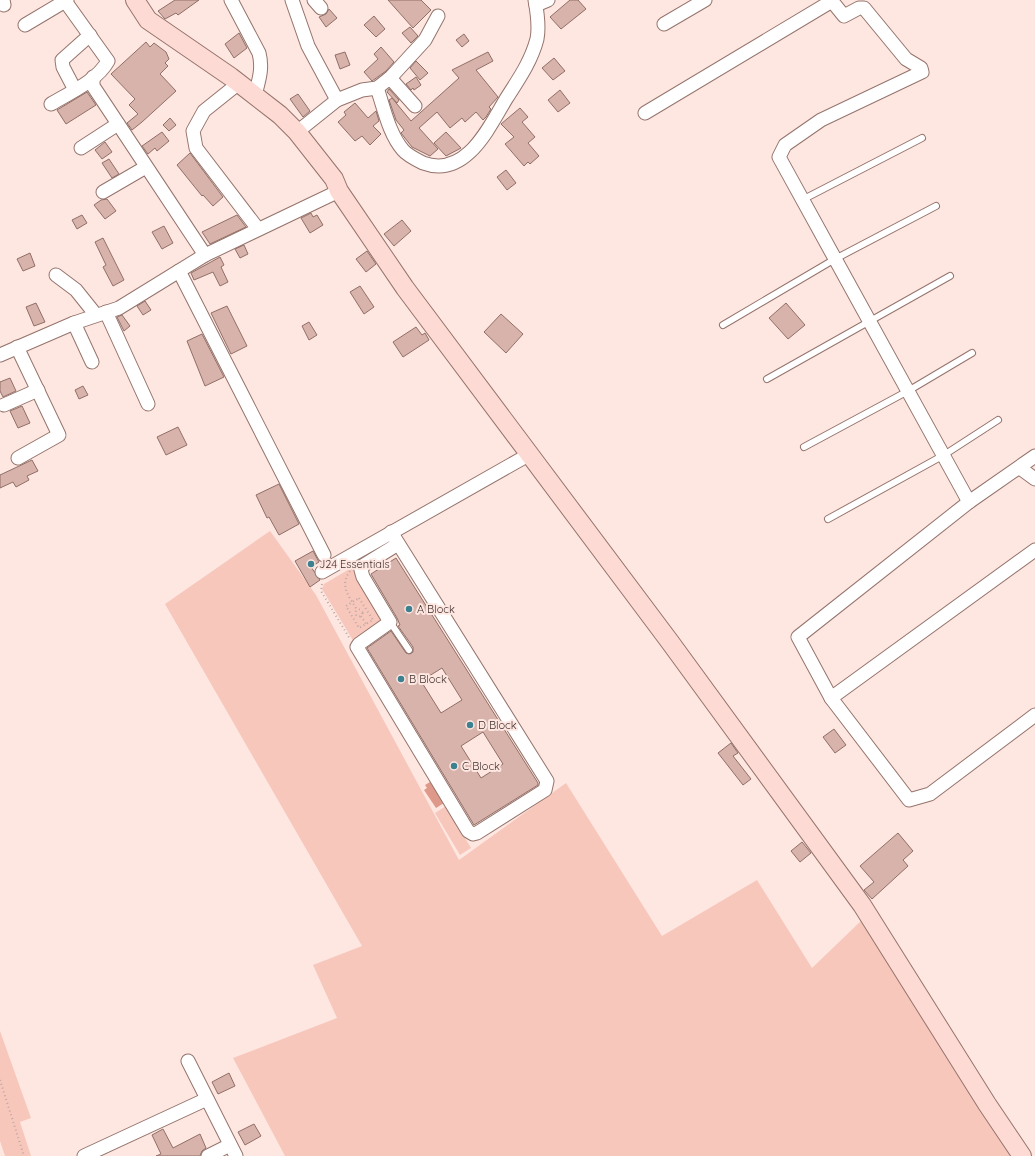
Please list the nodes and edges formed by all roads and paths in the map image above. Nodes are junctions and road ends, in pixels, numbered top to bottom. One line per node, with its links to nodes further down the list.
1 (66, 0): 11 (street); 12 (street)
2 (135, 0): 15 (street)
3 (231, 0): 18 (street)
4 (292, 0): 19 (street)
5 (548, 0): 8 (street)
6 (705, 0): 10 (street)
7 (832, 1): 22 (street); 30 (street)
8 (535, 3): 16 (street)
9 (438, 16): 14 (street)
10 (664, 24)
11 (25, 25)
12 (90, 35): 13 (street); 17 (street)
13 (93, 77): 17 (street); 23 (street)
14 (390, 78): 16 (street); 21 (street)
15 (239, 83): 18 (street); 32 (street)
16 (377, 88): 19 (street)
17 (75, 90): 20 (street)
18 (255, 95): 24 (street)
19 (337, 100): 24 (street)
20 (51, 104)
21 (415, 106)
22 (645, 113)
23 (118, 124): 26 (street); 27 (street)
24 (297, 132): 28 (street)
25 (922, 138): 30 (lane)
26 (81, 148)
27 (146, 167): 29 (street); 33 (street)
28 (339, 191): 32 (street); 53 (street)
29 (103, 192)
30 (802, 200): 34 (street)
31 (936, 206): 34 (lane)
32 (258, 229): 33 (street)
33 (205, 255): 35 (street)
34 (835, 259): 39 (street); 41 (lane)
35 (179, 271): 38 (street); 66 (street)
36 (56, 275): 38 (street)
37 (950, 276): 39 (lane)
38 (101, 313): 40 (street); 49 (street)
39 (870, 322): 46 (lane); 48 (street)
40 (74, 323): 42 (street); 45 (street)
41 (723, 325)
42 (17, 347): 44 (street); 47 (street)
43 (972, 353): 48 (lane)
44 (0, 354)
45 (92, 362)
46 (766, 379)
47 (38, 390): 50 (street); 56 (street)
48 (908, 391): 52 (lane); 54 (street)
49 (148, 404)
50 (4, 406)
51 (998, 420): 54 (lane)
52 (804, 447)
53 (530, 454): 61 (street); 85 (street)
54 (944, 455): 59 (street); 60 (lane)
55 (1035, 456): 57 (street)
56 (18, 458)
57 (1020, 468): 58 (street); 59 (street)
58 (1035, 479)
59 (969, 502): 76 (street)
60 (828, 519)
61 (391, 532): 62 (street); 63 (street)
62 (378, 539): 65 (street); 68 (street)
63 (398, 544): 65 (street); 72 (street)
64 (1035, 550): 76 (street)
65 (386, 551): 67 (street)
66 (324, 555)
67 (364, 565): 69 (path); 72 (street)
68 (322, 578): 74 (path)
69 (352, 601): 70 (path); 73 (path); 73 (path)
70 (357, 610): 71 (path); 71 (path)
71 (361, 616): 73 (path)
72 (390, 622): 75 (lane)
73 (366, 624)
74 (353, 644)
75 (409, 650)
76 (831, 698): 77 (street)
77 (1035, 715)
78 (188, 1061): 80 (street)
79 (0, 1080): 82 (path)
80 (208, 1099): 81 (street); 83 (street)
81 (233, 1151): 84 (street)
82 (24, 1156)
83 (84, 1156)
84 (208, 1156)
85 (1022, 1156)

YOUR ASSIGNMENT
Which of the lines in the material above contain "lane"? Copy each one out.

TASK SOLUTION
25 (922, 138): 30 (lane)
31 (936, 206): 34 (lane)
34 (835, 259): 39 (street); 41 (lane)
37 (950, 276): 39 (lane)
39 (870, 322): 46 (lane); 48 (street)
43 (972, 353): 48 (lane)
48 (908, 391): 52 (lane); 54 (street)
51 (998, 420): 54 (lane)
54 (944, 455): 59 (street); 60 (lane)
72 (390, 622): 75 (lane)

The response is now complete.